Резюмируем взгляды Андрея: роль супруги в провинциальном русском поместье в этот период и в самом деле требовала, чтобы та была представителем семейства в свете, вынашивала и растила детей и превращала усадьбу в дворянское «гнездо». Однако помимо этого в сравнительно небольших дворянских имениях, существовавших далеко от центрального правительства и зачастую среди неплодородных почв и плохих дорог, поддержание дворянского образа жизни зависело от того, смогут ли и жены и мужья успешно управлять крепостным хозяйством и контролировать финансы. Согласно Андрею, жене надлежало быть «кроткой», «покорной» и «доброй», но также (на практике) знать, как руководить молотьбой, сводить бюджет, командовать слугами и заказывать из ближайшего города припасы, проявляя достаточно здравого смысла и дальновидности, чтобы семья не испытывала неудобств. В этом случае под «семьей» понималась не только нуклеарная семья и – подчас – дальние родственники; в семейный круг также входило от дюжины до нескольких сотен крестьянских дворов (в каждом из которых жили не только приносившие доход работники, но и дети, старики и больные). Если хозяйка дурно правила имением, ее семья не только страдала от этого напрямую, но и могла столкнуться с реальной угрозой крестьянских волнений.

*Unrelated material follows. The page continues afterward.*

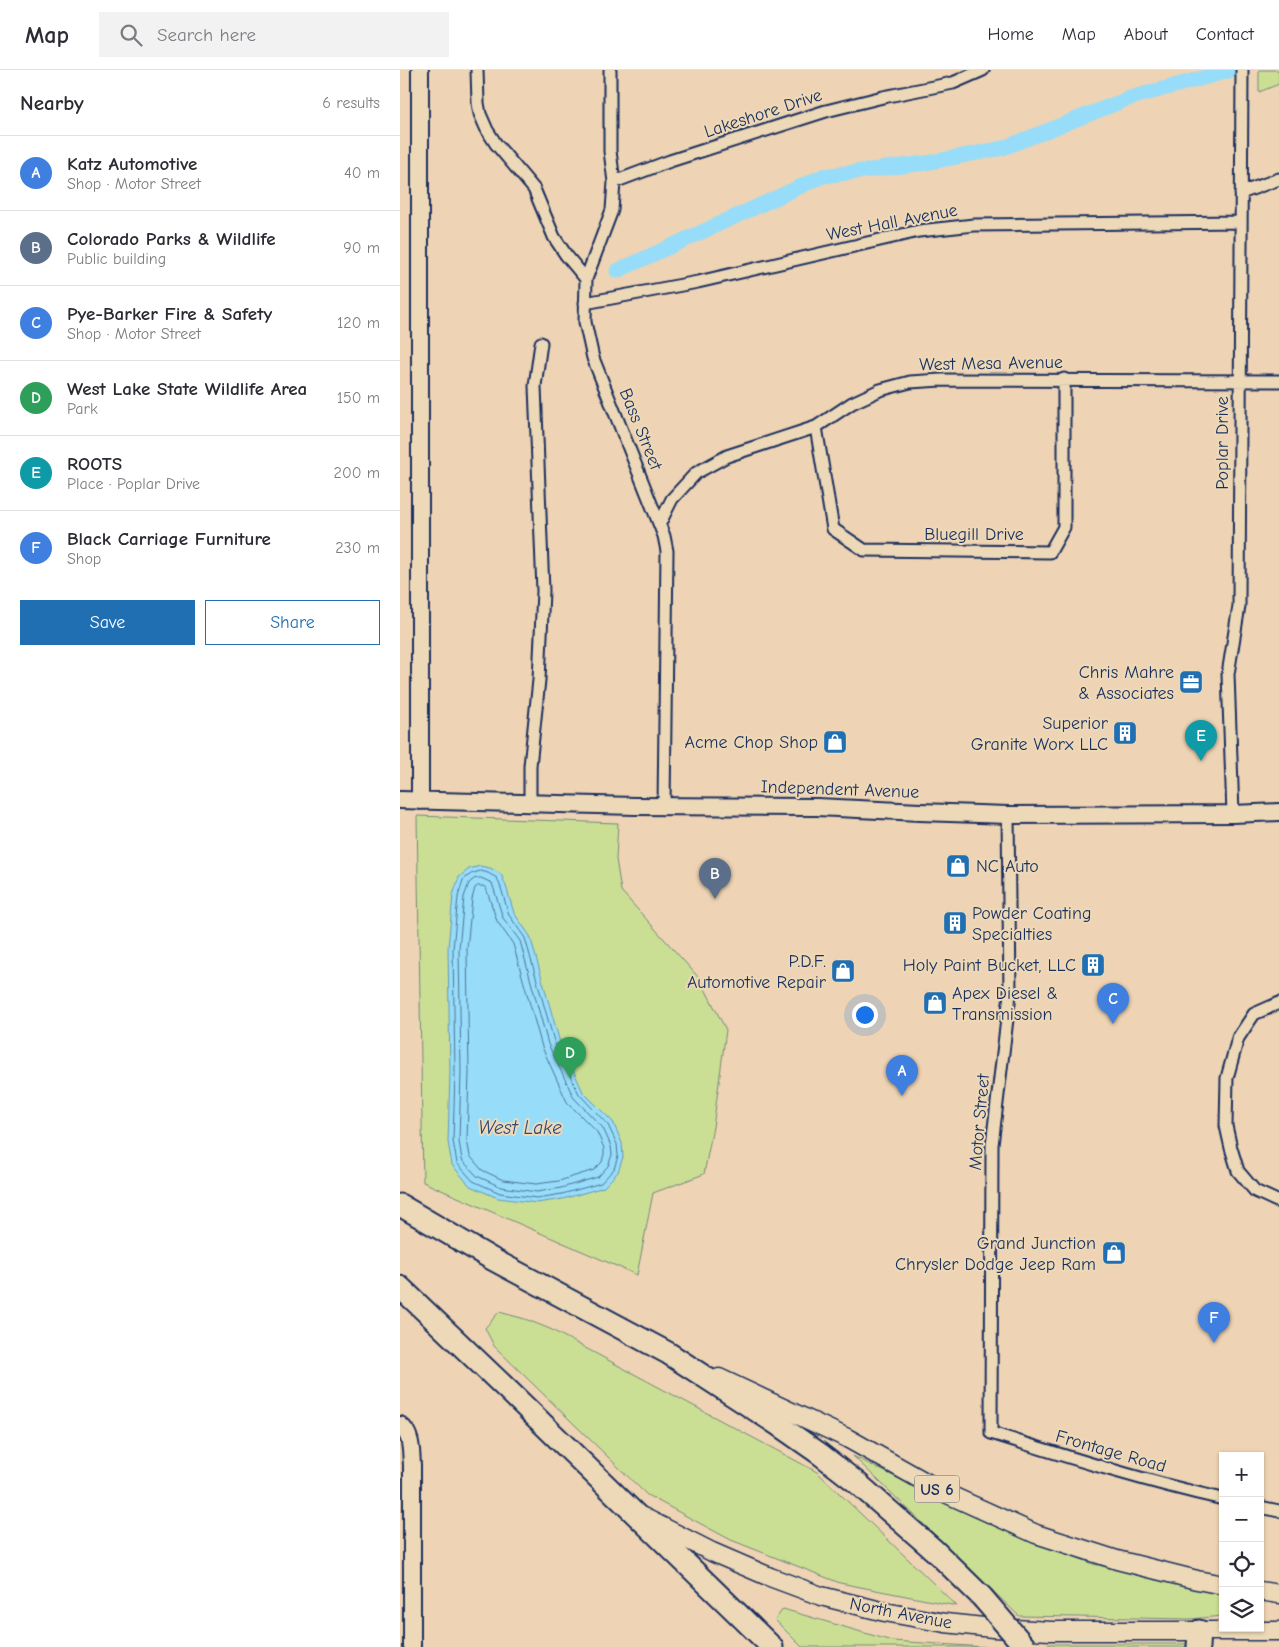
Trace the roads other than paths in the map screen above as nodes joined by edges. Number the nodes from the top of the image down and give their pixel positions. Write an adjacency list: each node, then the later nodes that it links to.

Была ли эта семья такой исключительно своеобразной, как кажется при сопоставлении с образцами из произведений западноевропейской литературы, которые читали Андрей и Наталья? В финансовых делах Андрей уступал супруге. Однако какой властью располагает человек, управляющий финансами и имеющий дело с суммами столь небольшими, что речь идет скорее о тщательном учете и необходимости принимать решения в затруднительных обстоятельствах – иными словами, о сложной работе? Труды Натальи позволяли Андрею тратить большую часть своего времени на любительские занятия науками и писательством (предприятие, приносившее кое-какие социальные дивиденды и удовольствие всей семье), а также заниматься образованием своих детей. В семейном предприятии по поддержанию приличествовавшего провинциальному среднепоместному дворянству образа жизни она была, бесспорно, младшим партнером. Наталья выполняла большую часть работы управляющего и принимала менее важные решения, тогда как от Андрея зависело, что делать в более важных случаях. Запись, в которой Наталья описывает свою «грусть» перед лицом объявленного Андреем решения отослать Алексея в школу, можно, вероятно, рассматривать как пример того, какими средствами она могла выразить свой протест или, по крайней мере, поведать о своем горе, когда решение мужа вступало в конфликт с ее интересами и желаниями. Но если так, ее протест был безуспешным: Алексей все равно уехал, и дело закончилось бесполезным советом брата Якова «не грустить». Наталья записывает, что не может «себя превозмочь» и перестает вести дневник. При этом другие семейные документы показывают, что, несмотря на ее переживания, той осенью жизнь продолжалась по-прежнему и решение Андрея было окончательным.